Task directions: Only the lines from the start of the entries through the line with "I need the junctions" are wanted; please output them exactly.

[Opening Dataset section]

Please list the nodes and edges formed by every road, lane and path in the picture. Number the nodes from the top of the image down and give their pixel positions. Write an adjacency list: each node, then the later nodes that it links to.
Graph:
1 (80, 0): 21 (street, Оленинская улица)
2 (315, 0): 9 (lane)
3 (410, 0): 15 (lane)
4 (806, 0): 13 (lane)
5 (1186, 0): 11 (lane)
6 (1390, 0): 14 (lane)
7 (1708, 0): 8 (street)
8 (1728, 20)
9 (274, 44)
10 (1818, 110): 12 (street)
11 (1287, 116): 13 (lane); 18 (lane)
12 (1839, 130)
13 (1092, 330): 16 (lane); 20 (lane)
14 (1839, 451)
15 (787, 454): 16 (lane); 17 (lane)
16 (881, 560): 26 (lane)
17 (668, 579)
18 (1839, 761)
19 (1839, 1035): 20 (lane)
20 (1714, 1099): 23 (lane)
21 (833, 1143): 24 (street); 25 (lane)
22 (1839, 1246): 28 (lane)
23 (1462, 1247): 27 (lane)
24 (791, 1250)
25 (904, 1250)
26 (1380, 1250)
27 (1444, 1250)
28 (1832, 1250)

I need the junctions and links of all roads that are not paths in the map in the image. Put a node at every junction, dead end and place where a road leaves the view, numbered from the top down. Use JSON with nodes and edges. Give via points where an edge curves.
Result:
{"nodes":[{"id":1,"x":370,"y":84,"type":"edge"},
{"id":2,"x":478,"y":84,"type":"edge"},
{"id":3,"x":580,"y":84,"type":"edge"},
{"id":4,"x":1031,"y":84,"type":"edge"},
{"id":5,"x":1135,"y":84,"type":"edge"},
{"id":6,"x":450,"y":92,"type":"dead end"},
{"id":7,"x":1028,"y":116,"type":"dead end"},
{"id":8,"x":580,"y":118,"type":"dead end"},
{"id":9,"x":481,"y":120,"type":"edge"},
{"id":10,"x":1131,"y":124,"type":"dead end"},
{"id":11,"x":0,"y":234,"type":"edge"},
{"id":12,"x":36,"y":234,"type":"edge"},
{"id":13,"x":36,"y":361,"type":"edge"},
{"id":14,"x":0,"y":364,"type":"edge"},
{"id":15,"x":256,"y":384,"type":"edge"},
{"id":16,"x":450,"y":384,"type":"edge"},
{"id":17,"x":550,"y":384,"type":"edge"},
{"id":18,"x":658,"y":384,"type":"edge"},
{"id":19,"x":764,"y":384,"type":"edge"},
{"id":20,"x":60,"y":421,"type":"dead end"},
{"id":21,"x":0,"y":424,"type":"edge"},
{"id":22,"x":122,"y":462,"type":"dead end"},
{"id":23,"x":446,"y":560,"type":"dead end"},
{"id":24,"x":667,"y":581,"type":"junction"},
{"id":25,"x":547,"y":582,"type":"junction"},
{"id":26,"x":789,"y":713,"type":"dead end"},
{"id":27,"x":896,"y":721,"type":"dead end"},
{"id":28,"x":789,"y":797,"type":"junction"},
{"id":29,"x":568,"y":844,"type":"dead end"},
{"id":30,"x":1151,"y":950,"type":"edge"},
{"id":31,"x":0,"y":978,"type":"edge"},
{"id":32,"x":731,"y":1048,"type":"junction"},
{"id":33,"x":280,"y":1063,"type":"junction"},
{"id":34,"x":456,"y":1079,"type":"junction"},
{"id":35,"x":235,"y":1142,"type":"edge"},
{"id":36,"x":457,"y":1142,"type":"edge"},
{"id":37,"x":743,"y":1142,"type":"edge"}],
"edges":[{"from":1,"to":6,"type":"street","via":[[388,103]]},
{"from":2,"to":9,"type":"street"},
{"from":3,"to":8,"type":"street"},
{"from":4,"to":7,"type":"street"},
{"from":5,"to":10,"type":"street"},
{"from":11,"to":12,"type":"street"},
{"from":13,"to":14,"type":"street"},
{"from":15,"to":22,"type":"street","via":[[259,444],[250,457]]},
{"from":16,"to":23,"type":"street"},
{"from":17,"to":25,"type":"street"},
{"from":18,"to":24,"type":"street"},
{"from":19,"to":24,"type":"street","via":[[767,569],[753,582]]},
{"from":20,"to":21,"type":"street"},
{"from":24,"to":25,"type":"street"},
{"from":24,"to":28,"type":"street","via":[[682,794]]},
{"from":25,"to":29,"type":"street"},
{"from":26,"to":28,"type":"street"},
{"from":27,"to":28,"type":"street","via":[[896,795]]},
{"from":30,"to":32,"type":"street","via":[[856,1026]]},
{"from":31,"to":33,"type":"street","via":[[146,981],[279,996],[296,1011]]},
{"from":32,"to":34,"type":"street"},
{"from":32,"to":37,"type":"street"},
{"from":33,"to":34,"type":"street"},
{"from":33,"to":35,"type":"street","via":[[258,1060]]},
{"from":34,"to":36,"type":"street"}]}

[Closing Dataset section]

Solution for this task:
Please list the nodes and edges formed by every road, lane and path in the picture. Number the nodes from the top of the image down and give their pixel positions. Write an adjacency list: each node, then the later nodes that it links to.
Graph:
1 (80, 0): 21 (street, Оленинская улица)
2 (315, 0): 9 (lane)
3 (410, 0): 15 (lane)
4 (806, 0): 13 (lane)
5 (1186, 0): 11 (lane)
6 (1390, 0): 14 (lane)
7 (1708, 0): 8 (street)
8 (1728, 20)
9 (274, 44)
10 (1818, 110): 12 (street)
11 (1287, 116): 13 (lane); 18 (lane)
12 (1839, 130)
13 (1092, 330): 16 (lane); 20 (lane)
14 (1839, 451)
15 (787, 454): 16 (lane); 17 (lane)
16 (881, 560): 26 (lane)
17 (668, 579)
18 (1839, 761)
19 (1839, 1035): 20 (lane)
20 (1714, 1099): 23 (lane)
21 (833, 1143): 24 (street); 25 (lane)
22 (1839, 1246): 28 (lane)
23 (1462, 1247): 27 (lane)
24 (791, 1250)
25 (904, 1250)
26 (1380, 1250)
27 (1444, 1250)
28 (1832, 1250)

I need the junctions and links of all roads that are not paths in the map in the image. Put a node at every junction, dead end and place where a road leaves the view, numbered from the top down. Use JSON with nodes and edges. Give via points where an edge curves.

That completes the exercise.